Stored data entries
== Segment start ==
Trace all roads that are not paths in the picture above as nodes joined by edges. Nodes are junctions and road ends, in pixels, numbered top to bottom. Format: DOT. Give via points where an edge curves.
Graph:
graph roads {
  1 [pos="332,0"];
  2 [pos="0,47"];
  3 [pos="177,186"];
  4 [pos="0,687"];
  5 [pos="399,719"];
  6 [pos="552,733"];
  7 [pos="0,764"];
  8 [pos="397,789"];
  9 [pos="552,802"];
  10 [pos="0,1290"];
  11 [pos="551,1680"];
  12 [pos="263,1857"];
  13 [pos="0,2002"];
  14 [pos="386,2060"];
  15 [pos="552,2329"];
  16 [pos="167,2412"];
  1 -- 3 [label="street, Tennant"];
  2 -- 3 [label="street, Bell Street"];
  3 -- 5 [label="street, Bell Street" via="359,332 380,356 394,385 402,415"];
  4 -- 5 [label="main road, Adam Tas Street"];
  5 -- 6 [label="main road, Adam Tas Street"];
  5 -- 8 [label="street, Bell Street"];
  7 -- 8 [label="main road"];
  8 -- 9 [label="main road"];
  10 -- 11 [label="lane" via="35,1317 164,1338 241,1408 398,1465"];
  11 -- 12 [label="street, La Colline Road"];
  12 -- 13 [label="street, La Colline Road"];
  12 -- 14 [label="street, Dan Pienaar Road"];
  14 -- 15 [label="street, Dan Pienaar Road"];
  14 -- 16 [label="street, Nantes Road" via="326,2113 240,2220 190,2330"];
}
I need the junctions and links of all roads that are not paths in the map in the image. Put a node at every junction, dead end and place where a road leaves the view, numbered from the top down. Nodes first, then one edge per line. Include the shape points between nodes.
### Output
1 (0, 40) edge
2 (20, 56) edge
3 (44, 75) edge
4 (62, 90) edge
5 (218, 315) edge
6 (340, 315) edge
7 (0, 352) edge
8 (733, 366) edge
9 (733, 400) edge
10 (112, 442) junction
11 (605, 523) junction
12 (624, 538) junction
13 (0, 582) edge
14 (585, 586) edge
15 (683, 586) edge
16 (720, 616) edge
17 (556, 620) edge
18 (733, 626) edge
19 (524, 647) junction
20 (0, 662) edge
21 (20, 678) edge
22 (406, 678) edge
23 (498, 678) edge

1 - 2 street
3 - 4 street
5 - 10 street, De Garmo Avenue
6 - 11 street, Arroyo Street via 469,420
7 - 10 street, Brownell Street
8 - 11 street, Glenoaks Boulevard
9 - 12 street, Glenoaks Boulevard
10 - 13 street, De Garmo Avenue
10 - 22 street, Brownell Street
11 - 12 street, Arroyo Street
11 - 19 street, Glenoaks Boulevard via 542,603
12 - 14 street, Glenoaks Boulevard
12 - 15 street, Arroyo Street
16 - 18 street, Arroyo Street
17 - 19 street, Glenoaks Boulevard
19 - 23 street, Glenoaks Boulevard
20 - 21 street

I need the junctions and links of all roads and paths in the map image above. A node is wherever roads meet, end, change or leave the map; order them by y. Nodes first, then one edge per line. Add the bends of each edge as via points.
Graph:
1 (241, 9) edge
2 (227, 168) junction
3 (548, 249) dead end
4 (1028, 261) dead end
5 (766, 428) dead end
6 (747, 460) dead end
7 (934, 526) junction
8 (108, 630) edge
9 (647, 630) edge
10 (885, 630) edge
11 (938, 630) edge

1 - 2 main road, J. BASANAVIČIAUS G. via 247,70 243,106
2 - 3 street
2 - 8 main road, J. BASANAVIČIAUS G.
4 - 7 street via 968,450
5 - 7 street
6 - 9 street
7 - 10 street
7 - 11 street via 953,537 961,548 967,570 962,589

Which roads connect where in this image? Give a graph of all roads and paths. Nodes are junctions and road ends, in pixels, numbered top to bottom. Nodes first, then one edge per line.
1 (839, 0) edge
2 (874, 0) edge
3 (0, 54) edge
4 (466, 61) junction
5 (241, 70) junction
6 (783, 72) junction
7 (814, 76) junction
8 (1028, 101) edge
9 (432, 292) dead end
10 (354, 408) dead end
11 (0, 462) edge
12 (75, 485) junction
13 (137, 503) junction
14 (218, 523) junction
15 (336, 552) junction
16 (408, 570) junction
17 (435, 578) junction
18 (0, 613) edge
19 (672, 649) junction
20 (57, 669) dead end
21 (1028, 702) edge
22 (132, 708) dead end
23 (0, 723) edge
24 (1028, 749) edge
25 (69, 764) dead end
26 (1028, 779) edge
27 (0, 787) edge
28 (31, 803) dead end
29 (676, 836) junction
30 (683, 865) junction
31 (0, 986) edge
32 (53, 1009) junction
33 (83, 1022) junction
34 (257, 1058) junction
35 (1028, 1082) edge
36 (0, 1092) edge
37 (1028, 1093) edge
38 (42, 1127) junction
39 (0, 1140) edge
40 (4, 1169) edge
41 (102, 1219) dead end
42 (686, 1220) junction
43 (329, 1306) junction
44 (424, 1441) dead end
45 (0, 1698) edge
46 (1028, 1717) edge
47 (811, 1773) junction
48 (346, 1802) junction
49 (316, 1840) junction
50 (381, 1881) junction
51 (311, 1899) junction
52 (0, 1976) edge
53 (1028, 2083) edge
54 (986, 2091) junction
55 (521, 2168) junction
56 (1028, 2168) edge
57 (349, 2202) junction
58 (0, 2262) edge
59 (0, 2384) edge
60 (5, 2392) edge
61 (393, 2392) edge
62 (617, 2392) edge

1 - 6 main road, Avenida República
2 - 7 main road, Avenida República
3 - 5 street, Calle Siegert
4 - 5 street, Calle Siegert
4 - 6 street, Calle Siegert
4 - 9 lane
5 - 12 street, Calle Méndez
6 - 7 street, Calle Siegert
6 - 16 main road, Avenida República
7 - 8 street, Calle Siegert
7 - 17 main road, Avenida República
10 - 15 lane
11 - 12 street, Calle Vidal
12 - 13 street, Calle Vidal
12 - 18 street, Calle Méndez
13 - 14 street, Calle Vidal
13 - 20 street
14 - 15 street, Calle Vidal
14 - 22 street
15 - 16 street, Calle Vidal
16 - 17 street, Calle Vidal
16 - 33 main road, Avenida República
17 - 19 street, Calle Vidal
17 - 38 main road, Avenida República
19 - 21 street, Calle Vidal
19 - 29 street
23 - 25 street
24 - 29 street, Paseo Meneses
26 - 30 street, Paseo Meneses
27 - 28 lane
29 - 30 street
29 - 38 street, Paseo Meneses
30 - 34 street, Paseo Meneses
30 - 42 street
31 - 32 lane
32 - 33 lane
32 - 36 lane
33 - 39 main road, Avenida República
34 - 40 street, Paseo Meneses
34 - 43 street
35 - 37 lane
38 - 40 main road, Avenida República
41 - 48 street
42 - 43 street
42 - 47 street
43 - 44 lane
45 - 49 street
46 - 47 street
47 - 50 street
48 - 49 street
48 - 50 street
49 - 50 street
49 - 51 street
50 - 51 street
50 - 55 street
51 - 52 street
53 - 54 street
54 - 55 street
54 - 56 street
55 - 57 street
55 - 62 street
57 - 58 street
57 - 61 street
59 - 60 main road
== Segment end ==
▸ WORK REQUIRED: The records above should be reproduced in full, exactly as they read.

▸ WRITTEN RESPONSE:
Trace all roads that are not paths in the picture above as nodes joined by edges. Nodes are junctions and road ends, in pixels, numbered top to bottom. Format: DOT. Give via points where an edge curves.
Graph:
graph roads {
  1 [pos="332,0"];
  2 [pos="0,47"];
  3 [pos="177,186"];
  4 [pos="0,687"];
  5 [pos="399,719"];
  6 [pos="552,733"];
  7 [pos="0,764"];
  8 [pos="397,789"];
  9 [pos="552,802"];
  10 [pos="0,1290"];
  11 [pos="551,1680"];
  12 [pos="263,1857"];
  13 [pos="0,2002"];
  14 [pos="386,2060"];
  15 [pos="552,2329"];
  16 [pos="167,2412"];
  1 -- 3 [label="street, Tennant"];
  2 -- 3 [label="street, Bell Street"];
  3 -- 5 [label="street, Bell Street" via="359,332 380,356 394,385 402,415"];
  4 -- 5 [label="main road, Adam Tas Street"];
  5 -- 6 [label="main road, Adam Tas Street"];
  5 -- 8 [label="street, Bell Street"];
  7 -- 8 [label="main road"];
  8 -- 9 [label="main road"];
  10 -- 11 [label="lane" via="35,1317 164,1338 241,1408 398,1465"];
  11 -- 12 [label="street, La Colline Road"];
  12 -- 13 [label="street, La Colline Road"];
  12 -- 14 [label="street, Dan Pienaar Road"];
  14 -- 15 [label="street, Dan Pienaar Road"];
  14 -- 16 [label="street, Nantes Road" via="326,2113 240,2220 190,2330"];
}
I need the junctions and links of all roads that are not paths in the map in the image. Put a node at every junction, dead end and place where a road leaves the view, numbered from the top down. Nodes first, then one edge per line. Include the shape points between nodes.
### Output
1 (0, 40) edge
2 (20, 56) edge
3 (44, 75) edge
4 (62, 90) edge
5 (218, 315) edge
6 (340, 315) edge
7 (0, 352) edge
8 (733, 366) edge
9 (733, 400) edge
10 (112, 442) junction
11 (605, 523) junction
12 (624, 538) junction
13 (0, 582) edge
14 (585, 586) edge
15 (683, 586) edge
16 (720, 616) edge
17 (556, 620) edge
18 (733, 626) edge
19 (524, 647) junction
20 (0, 662) edge
21 (20, 678) edge
22 (406, 678) edge
23 (498, 678) edge

1 - 2 street
3 - 4 street
5 - 10 street, De Garmo Avenue
6 - 11 street, Arroyo Street via 469,420
7 - 10 street, Brownell Street
8 - 11 street, Glenoaks Boulevard
9 - 12 street, Glenoaks Boulevard
10 - 13 street, De Garmo Avenue
10 - 22 street, Brownell Street
11 - 12 street, Arroyo Street
11 - 19 street, Glenoaks Boulevard via 542,603
12 - 14 street, Glenoaks Boulevard
12 - 15 street, Arroyo Street
16 - 18 street, Arroyo Street
17 - 19 street, Glenoaks Boulevard
19 - 23 street, Glenoaks Boulevard
20 - 21 street

I need the junctions and links of all roads and paths in the map image above. A node is wherever roads meet, end, change or leave the map; order them by y. Nodes first, then one edge per line. Add the bends of each edge as via points.
Graph:
1 (241, 9) edge
2 (227, 168) junction
3 (548, 249) dead end
4 (1028, 261) dead end
5 (766, 428) dead end
6 (747, 460) dead end
7 (934, 526) junction
8 (108, 630) edge
9 (647, 630) edge
10 (885, 630) edge
11 (938, 630) edge

1 - 2 main road, J. BASANAVIČIAUS G. via 247,70 243,106
2 - 3 street
2 - 8 main road, J. BASANAVIČIAUS G.
4 - 7 street via 968,450
5 - 7 street
6 - 9 street
7 - 10 street
7 - 11 street via 953,537 961,548 967,570 962,589

Which roads connect where in this image? Give a graph of all roads and paths. Nodes are junctions and road ends, in pixels, numbered top to bottom. Nodes first, then one edge per line.
1 (839, 0) edge
2 (874, 0) edge
3 (0, 54) edge
4 (466, 61) junction
5 (241, 70) junction
6 (783, 72) junction
7 (814, 76) junction
8 (1028, 101) edge
9 (432, 292) dead end
10 (354, 408) dead end
11 (0, 462) edge
12 (75, 485) junction
13 (137, 503) junction
14 (218, 523) junction
15 (336, 552) junction
16 (408, 570) junction
17 (435, 578) junction
18 (0, 613) edge
19 (672, 649) junction
20 (57, 669) dead end
21 (1028, 702) edge
22 (132, 708) dead end
23 (0, 723) edge
24 (1028, 749) edge
25 (69, 764) dead end
26 (1028, 779) edge
27 (0, 787) edge
28 (31, 803) dead end
29 (676, 836) junction
30 (683, 865) junction
31 (0, 986) edge
32 (53, 1009) junction
33 (83, 1022) junction
34 (257, 1058) junction
35 (1028, 1082) edge
36 (0, 1092) edge
37 (1028, 1093) edge
38 (42, 1127) junction
39 (0, 1140) edge
40 (4, 1169) edge
41 (102, 1219) dead end
42 (686, 1220) junction
43 (329, 1306) junction
44 (424, 1441) dead end
45 (0, 1698) edge
46 (1028, 1717) edge
47 (811, 1773) junction
48 (346, 1802) junction
49 (316, 1840) junction
50 (381, 1881) junction
51 (311, 1899) junction
52 (0, 1976) edge
53 (1028, 2083) edge
54 (986, 2091) junction
55 (521, 2168) junction
56 (1028, 2168) edge
57 (349, 2202) junction
58 (0, 2262) edge
59 (0, 2384) edge
60 (5, 2392) edge
61 (393, 2392) edge
62 (617, 2392) edge

1 - 6 main road, Avenida República
2 - 7 main road, Avenida República
3 - 5 street, Calle Siegert
4 - 5 street, Calle Siegert
4 - 6 street, Calle Siegert
4 - 9 lane
5 - 12 street, Calle Méndez
6 - 7 street, Calle Siegert
6 - 16 main road, Avenida República
7 - 8 street, Calle Siegert
7 - 17 main road, Avenida República
10 - 15 lane
11 - 12 street, Calle Vidal
12 - 13 street, Calle Vidal
12 - 18 street, Calle Méndez
13 - 14 street, Calle Vidal
13 - 20 street
14 - 15 street, Calle Vidal
14 - 22 street
15 - 16 street, Calle Vidal
16 - 17 street, Calle Vidal
16 - 33 main road, Avenida República
17 - 19 street, Calle Vidal
17 - 38 main road, Avenida República
19 - 21 street, Calle Vidal
19 - 29 street
23 - 25 street
24 - 29 street, Paseo Meneses
26 - 30 street, Paseo Meneses
27 - 28 lane
29 - 30 street
29 - 38 street, Paseo Meneses
30 - 34 street, Paseo Meneses
30 - 42 street
31 - 32 lane
32 - 33 lane
32 - 36 lane
33 - 39 main road, Avenida República
34 - 40 street, Paseo Meneses
34 - 43 street
35 - 37 lane
38 - 40 main road, Avenida República
41 - 48 street
42 - 43 street
42 - 47 street
43 - 44 lane
45 - 49 street
46 - 47 street
47 - 50 street
48 - 49 street
48 - 50 street
49 - 50 street
49 - 51 street
50 - 51 street
50 - 55 street
51 - 52 street
53 - 54 street
54 - 55 street
54 - 56 street
55 - 57 street
55 - 62 street
57 - 58 street
57 - 61 street
59 - 60 main road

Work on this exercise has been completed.